(Collected data)
○ ○ ○ ○ ○

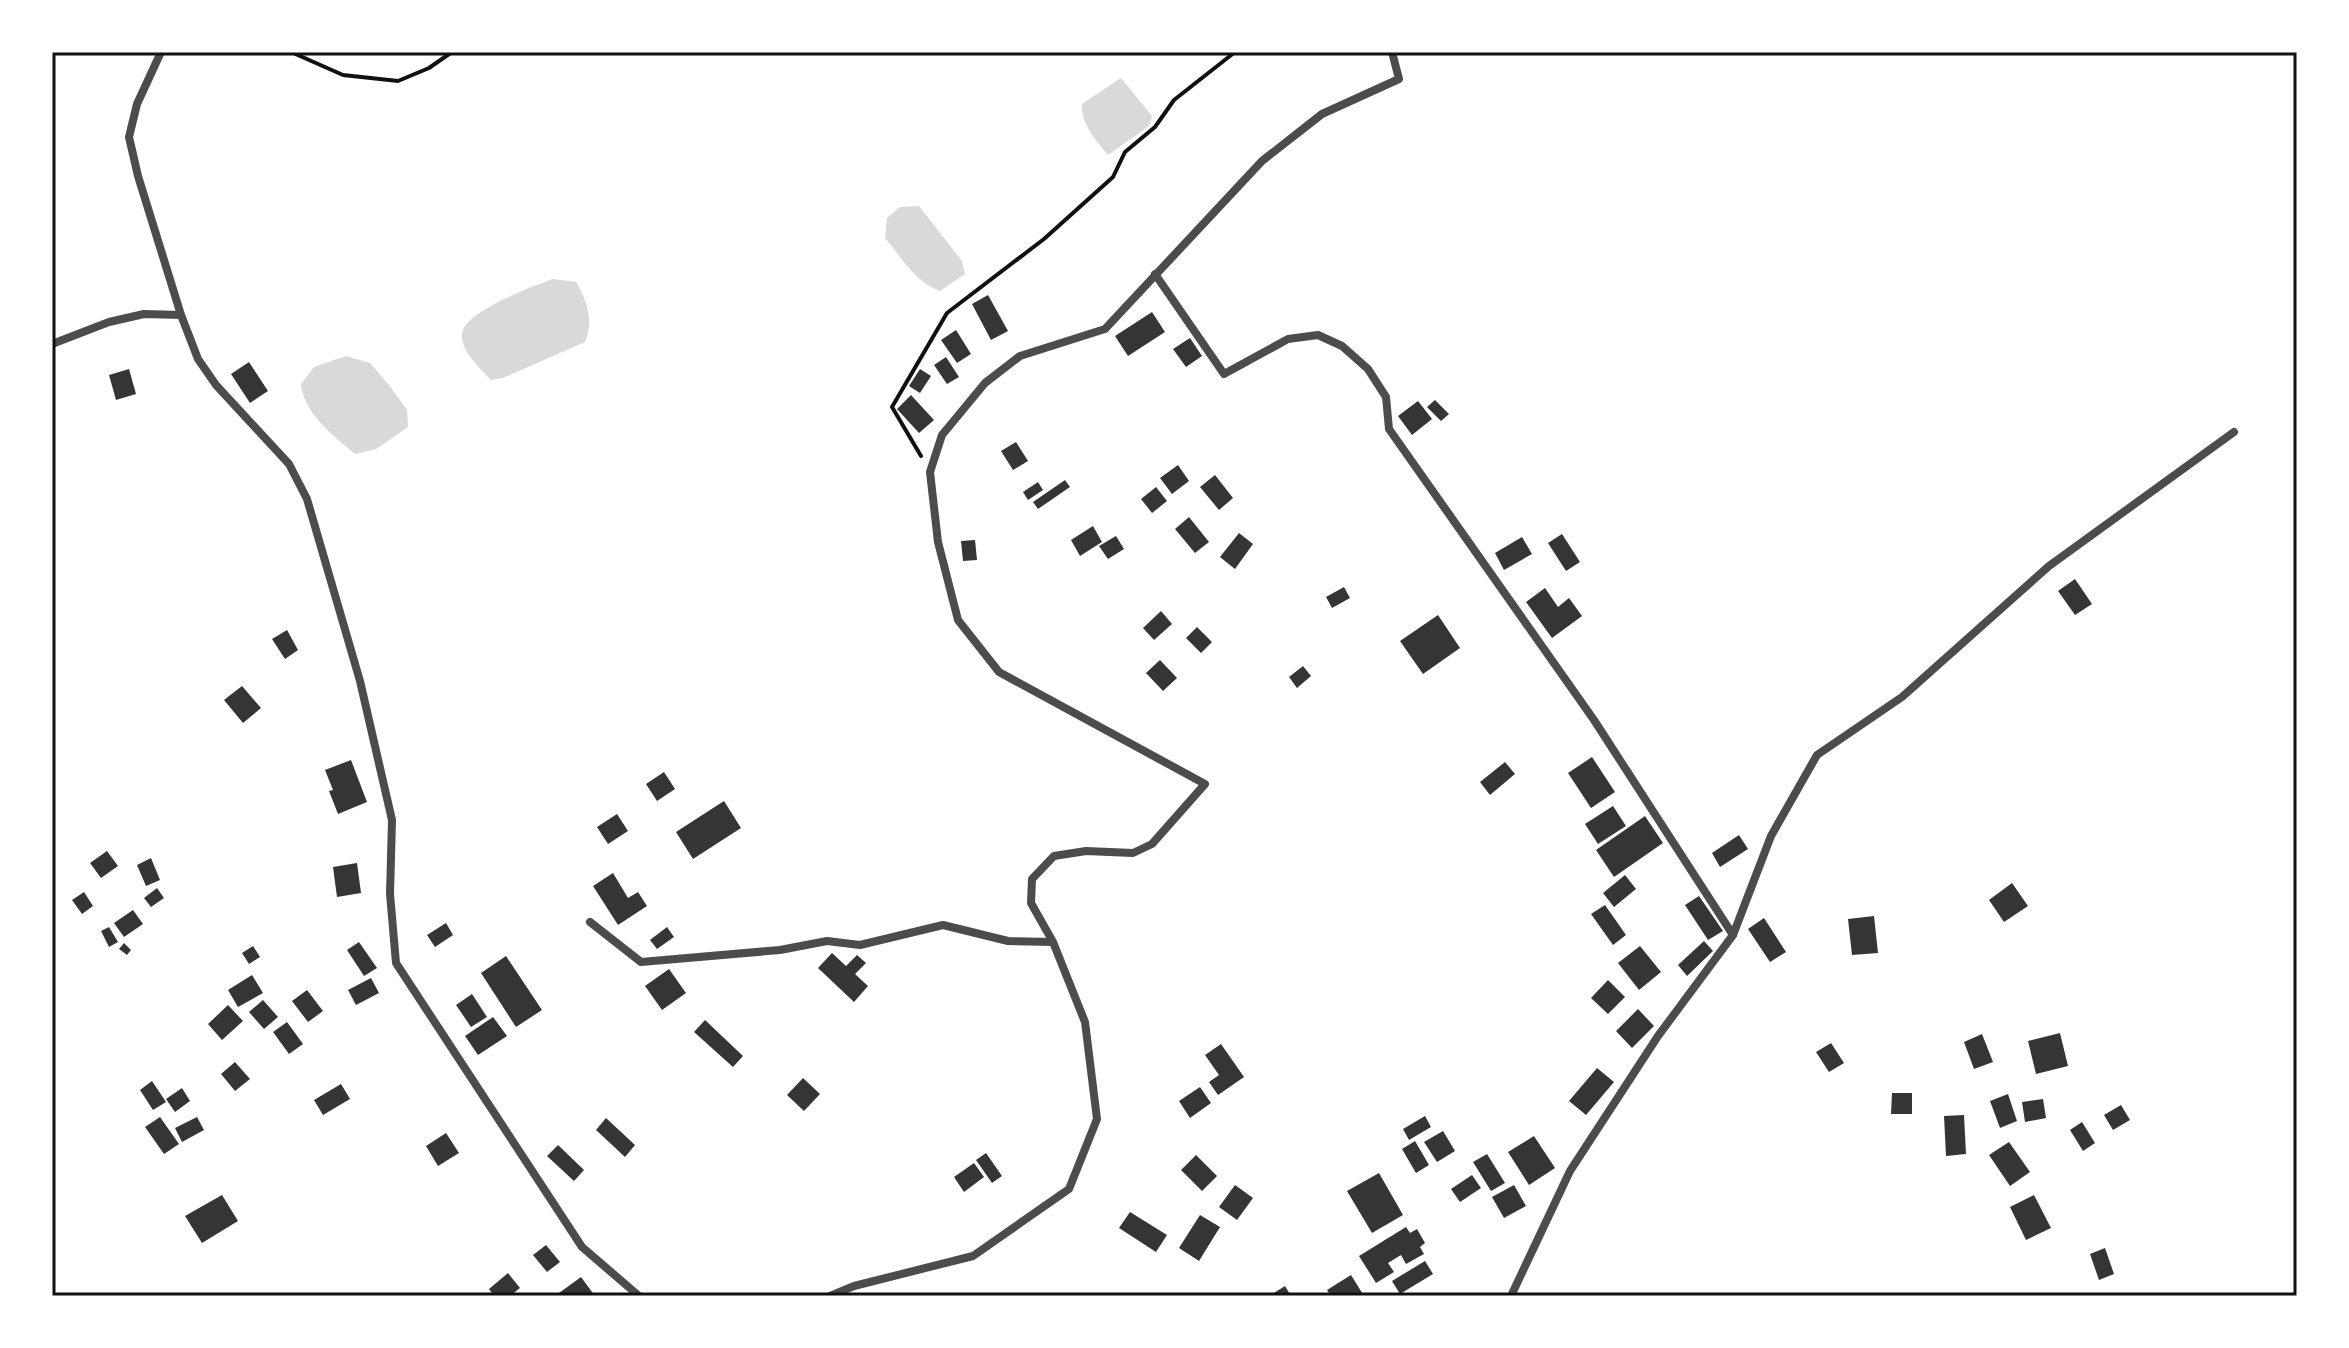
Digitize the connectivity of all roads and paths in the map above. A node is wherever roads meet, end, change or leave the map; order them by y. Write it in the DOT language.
graph roads {
  1 [pos="161,52"];
  2 [pos="291,52"];
  3 [pos="452,52"];
  4 [pos="1235,52"];
  5 [pos="1392,52"];
  6 [pos="1155,274"];
  7 [pos="181,315"];
  8 [pos="52,344"];
  9 [pos="2234,432"];
  10 [pos="930,472"];
  11 [pos="590,922"];
  12 [pos="1733,935"];
  13 [pos="1053,942"];
  14 [pos="639,1296"];
  15 [pos="830,1296"];
  16 [pos="1511,1296"];
  1 -- 7 [label="street"];
  2 -- 3 [label="path"];
  4 -- 10 [label="path"];
  5 -- 6 [label="street"];
  6 -- 10 [label="street"];
  6 -- 12 [label="street"];
  7 -- 8 [label="street"];
  7 -- 14 [label="street"];
  9 -- 12 [label="street"];
  10 -- 13 [label="street"];
  11 -- 13 [label="street"];
  12 -- 16 [label="street"];
  13 -- 15 [label="street"];
}
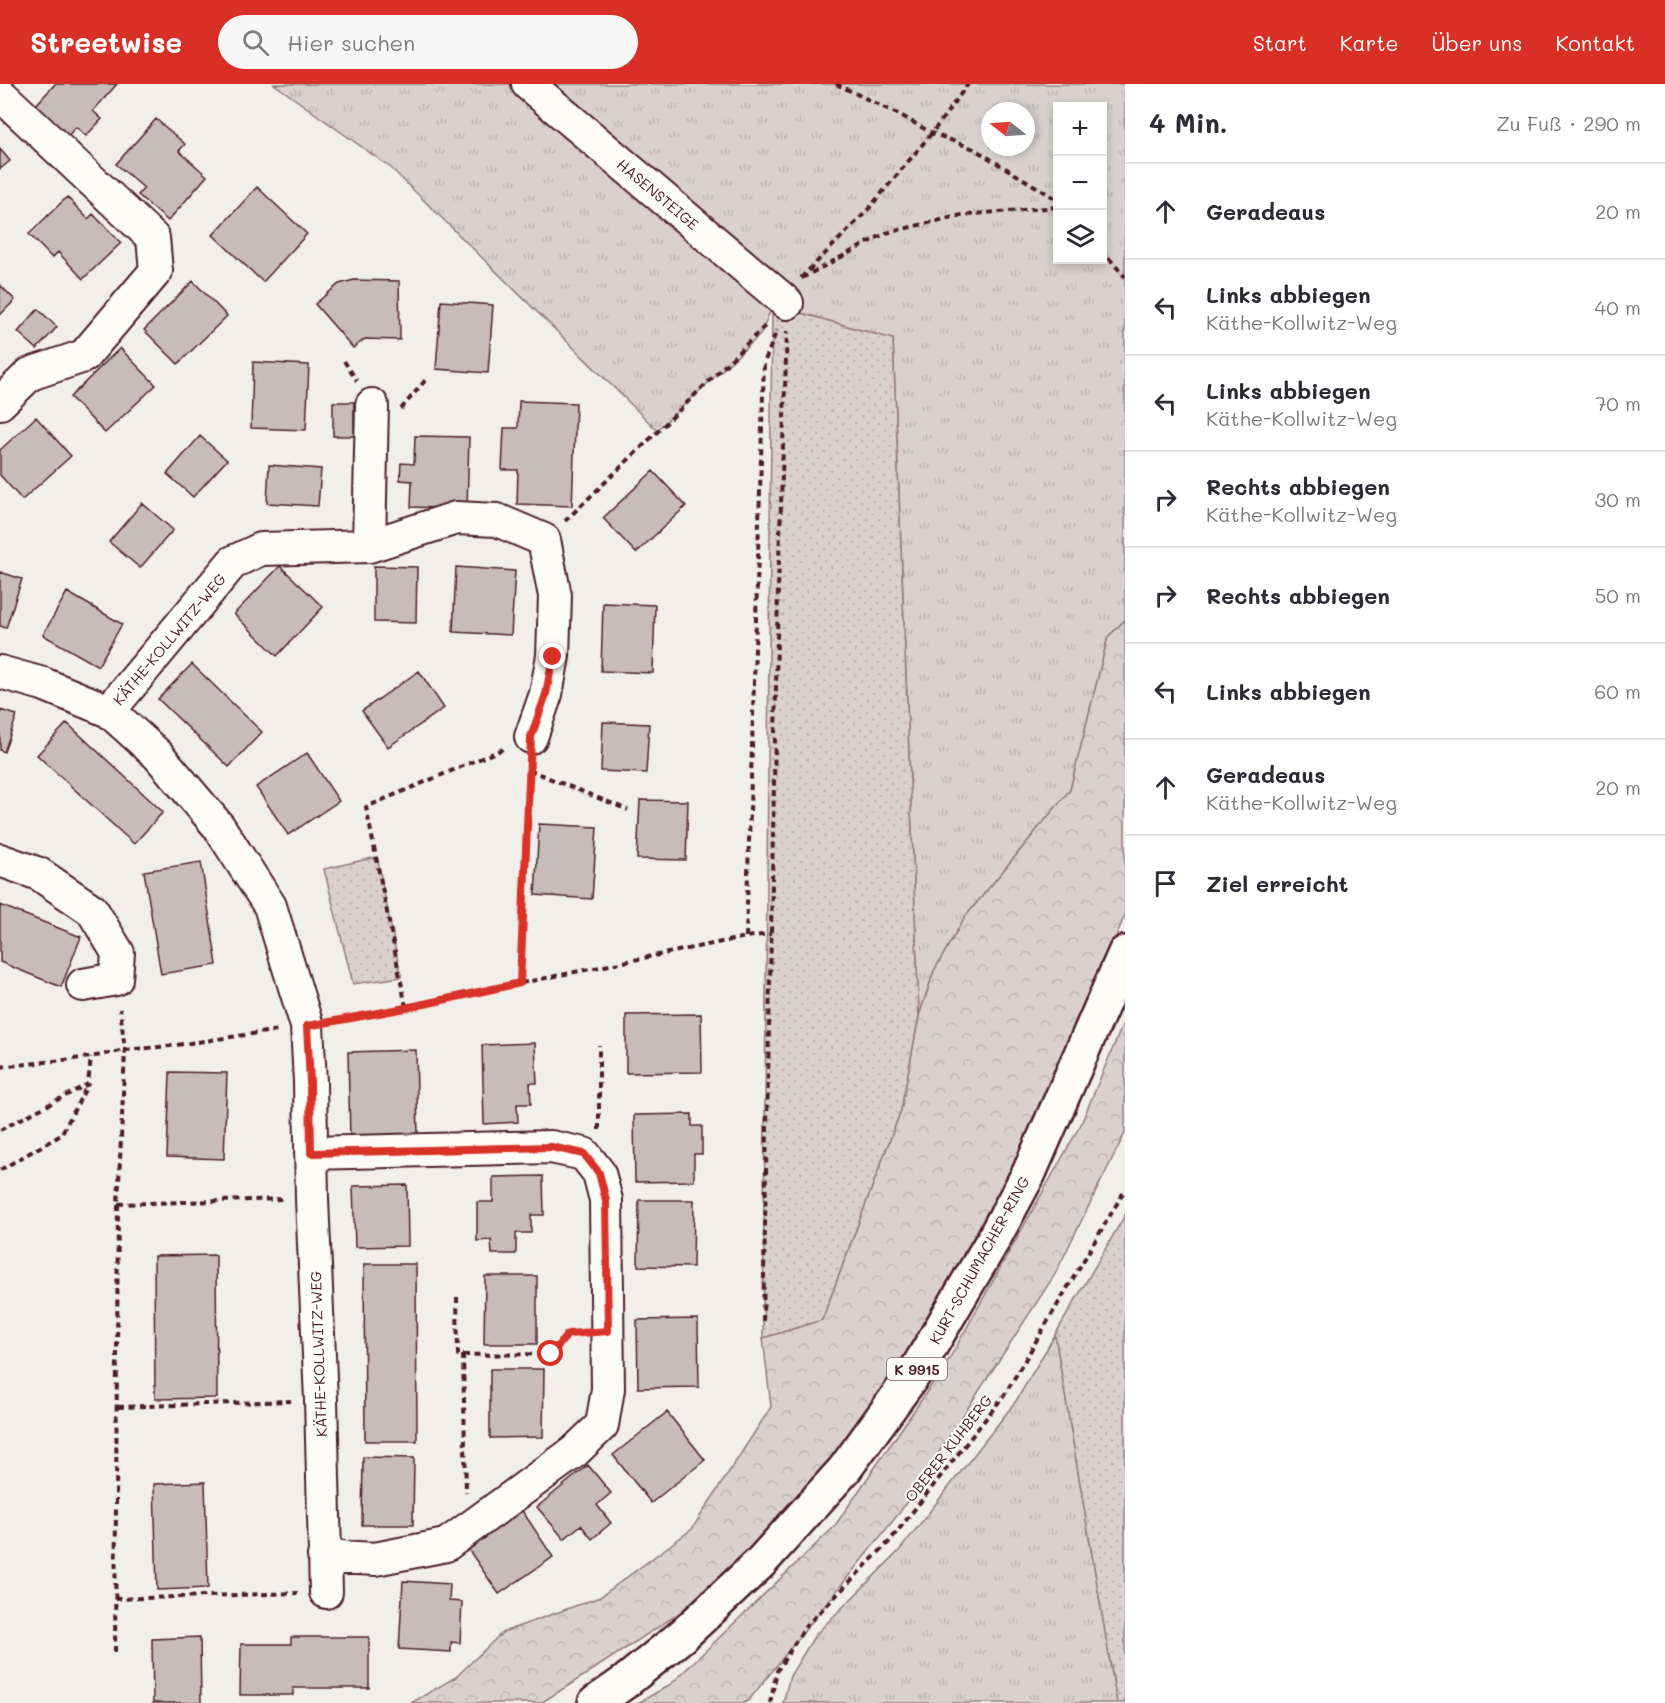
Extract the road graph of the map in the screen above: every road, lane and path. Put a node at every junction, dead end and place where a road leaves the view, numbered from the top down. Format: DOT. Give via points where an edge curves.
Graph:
graph roads {
  1 [pos="528,84"];
  2 [pos="836,84"];
  3 [pos="968,84"];
  4 [pos="0,94"];
  5 [pos="932,133"];
  6 [pos="1053,197"];
  7 [pos="1053,207"];
  8 [pos="1107,256"];
  9 [pos="1125,277"];
  10 [pos="788,303"];
  11 [pos="0,403"];
  12 [pos="372,405"];
  13 [pos="544,540"];
  14 [pos="369,546"];
  15 [pos="0,672"];
  16 [pos="109,711"];
  17 [pos="531,737"];
  18 [pos="529,770"];
  19 [pos="628,810"];
  20 [pos="0,860"];
  21 [pos="771,934"];
  22 [pos="746,937"];
  23 [pos="1125,953"];
  24 [pos="116,979"];
  25 [pos="520,983"];
  26 [pos="83,985"];
  27 [pos="406,1008"];
  28 [pos="307,1026"];
  29 [pos="600,1045"];
  30 [pos="125,1050"];
  31 [pos="91,1057"];
  32 [pos="0,1067"];
  33 [pos="88,1084"];
  34 [pos="0,1130"];
  35 [pos="311,1153"];
  36 [pos="0,1170"];
  37 [pos="599,1173"];
  38 [pos="1125,1190"];
  39 [pos="312,1199"];
  40 [pos="118,1204"];
  41 [pos="457,1297"];
  42 [pos="763,1321"];
  43 [pos="608,1331"];
  44 [pos="464,1355"];
  45 [pos="321,1400"];
  46 [pos="117,1407"];
  47 [pos="467,1530"];
  48 [pos="324,1556"];
  49 [pos="326,1592"];
  50 [pos="115,1599"];
  51 [pos="115,1652"];
  52 [pos="595,1703"];
  53 [pos="770,1703"];
  1 -- 10 [label="street, HASENSTEIGE"];
  2 -- 5 [label="path"];
  3 -- 5 [label="path"];
  4 -- 11 [label="street" via="153,238 156,271 84,356 30,374"];
  5 -- 6 [label="path" via="974,149"];
  5 -- 7 [label="path" via="866,212 798,280 886,233 962,214"];
  8 -- 9 [label="path"];
  10 -- 13 [label="path"];
  10 -- 21 [label="path"];
  10 -- 22 [label="path" via="764,363"];
  12 -- 14 [label="street"];
  13 -- 14 [label="street, KÄTHE-KOLLWITZ-WEG" via="497,520 456,518"];
  13 -- 17 [label="street" via="555,596 553,657 546,694"];
  14 -- 16 [label="street, KÄTHE-KOLLWITZ-WEG" via="261,549 233,562"];
  15 -- 16 [label="street, KÄTHE-KOLLWITZ-WEG" via="43,684"];
  16 -- 28 [label="street, KÄTHE-KOLLWITZ-WEG" via="158,754 219,827 270,906"];
  17 -- 18 [label="path"];
  17 -- 27 [label="path" via="366,807"];
  18 -- 19 [label="path"];
  18 -- 25 [label="path"];
  20 -- 24 [label="street" via="39,874 92,910 118,953"];
  21 -- 22 [label="path"];
  21 -- 42 [label="path"];
  22 -- 25 [label="path"];
  23 -- 52 [label="main road, KURT-SCHUMACHER-RING / K 9915" via="1029,1173 916,1371 844,1470 760,1563 683,1635"];
  24 -- 26 [label="street"];
  24 -- 30 [label="path"];
  25 -- 27 [label="path"];
  27 -- 28 [label="path"];
  28 -- 30 [label="path"];
  28 -- 35 [label="street, KÄTHE-KOLLWITZ-WEG"];
  29 -- 37 [label="path"];
  30 -- 31 [label="path"];
  30 -- 40 [label="path"];
  31 -- 32 [label="path"];
  31 -- 33 [label="path"];
  33 -- 34 [label="path"];
  33 -- 36 [label="path" via="61,1135"];
  35 -- 37 [label="street" via="551,1147 584,1154"];
  35 -- 39 [label="street, KÄTHE-KOLLWITZ-WEG"];
  37 -- 43 [label="street" via="606,1200"];
  38 -- 53 [label="path, OBERER KUHBERG" via="1005,1394 889,1542 805,1627 777,1671"];
  39 -- 40 [label="path"];
  39 -- 45 [label="street, KÄTHE-KOLLWITZ-WEG"];
  40 -- 46 [label="path"];
  41 -- 44 [label="path" via="458,1355"];
  43 -- 44 [label="path" via="568,1334 551,1354"];
  43 -- 47 [label="street" via="608,1389 602,1425 574,1452"];
  44 -- 47 [label="path"];
  45 -- 46 [label="path"];
  45 -- 48 [label="street, KÄTHE-KOLLWITZ-WEG"];
  46 -- 50 [label="path"];
  47 -- 48 [label="street" via="446,1545 375,1559"];
  48 -- 49 [label="street, KÄTHE-KOLLWITZ-WEG"];
  49 -- 50 [label="path"];
  50 -- 51 [label="path"];
}
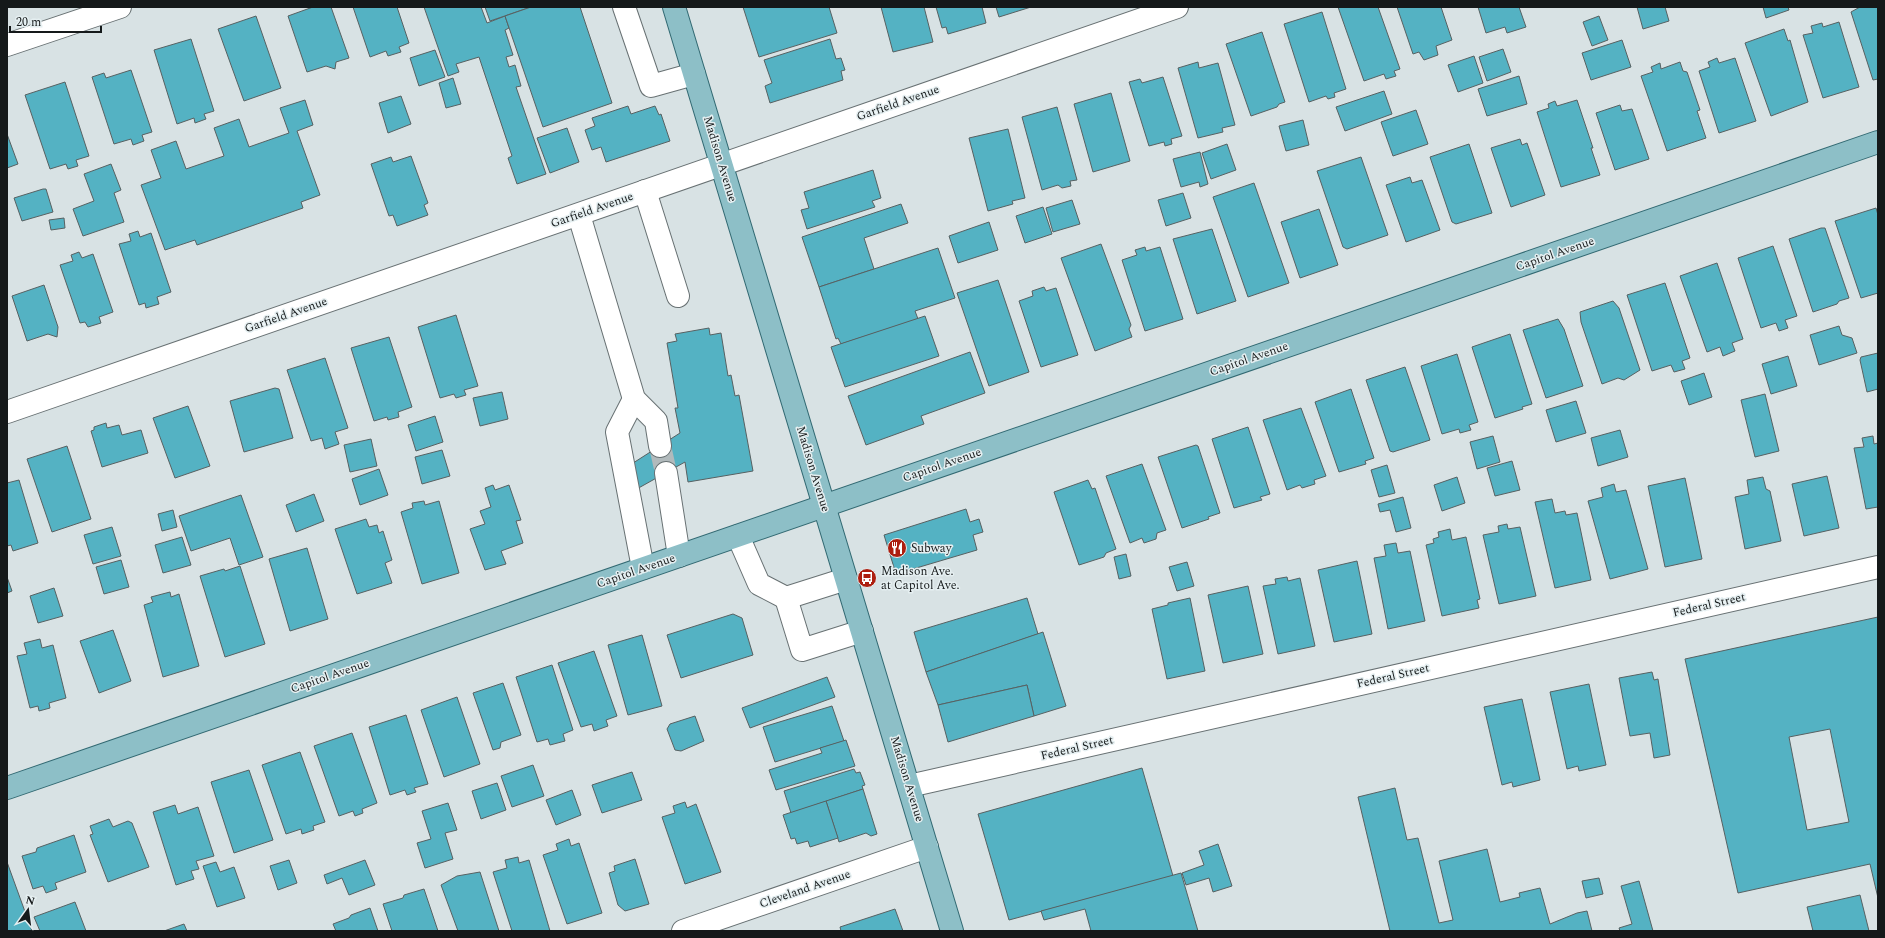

○ ○ ○ ○ ○

ABOUT THIS EXERCISE:
The word "KOLLWITZ" appears in how many lines of the records? Give the number only.

ANSWER:
9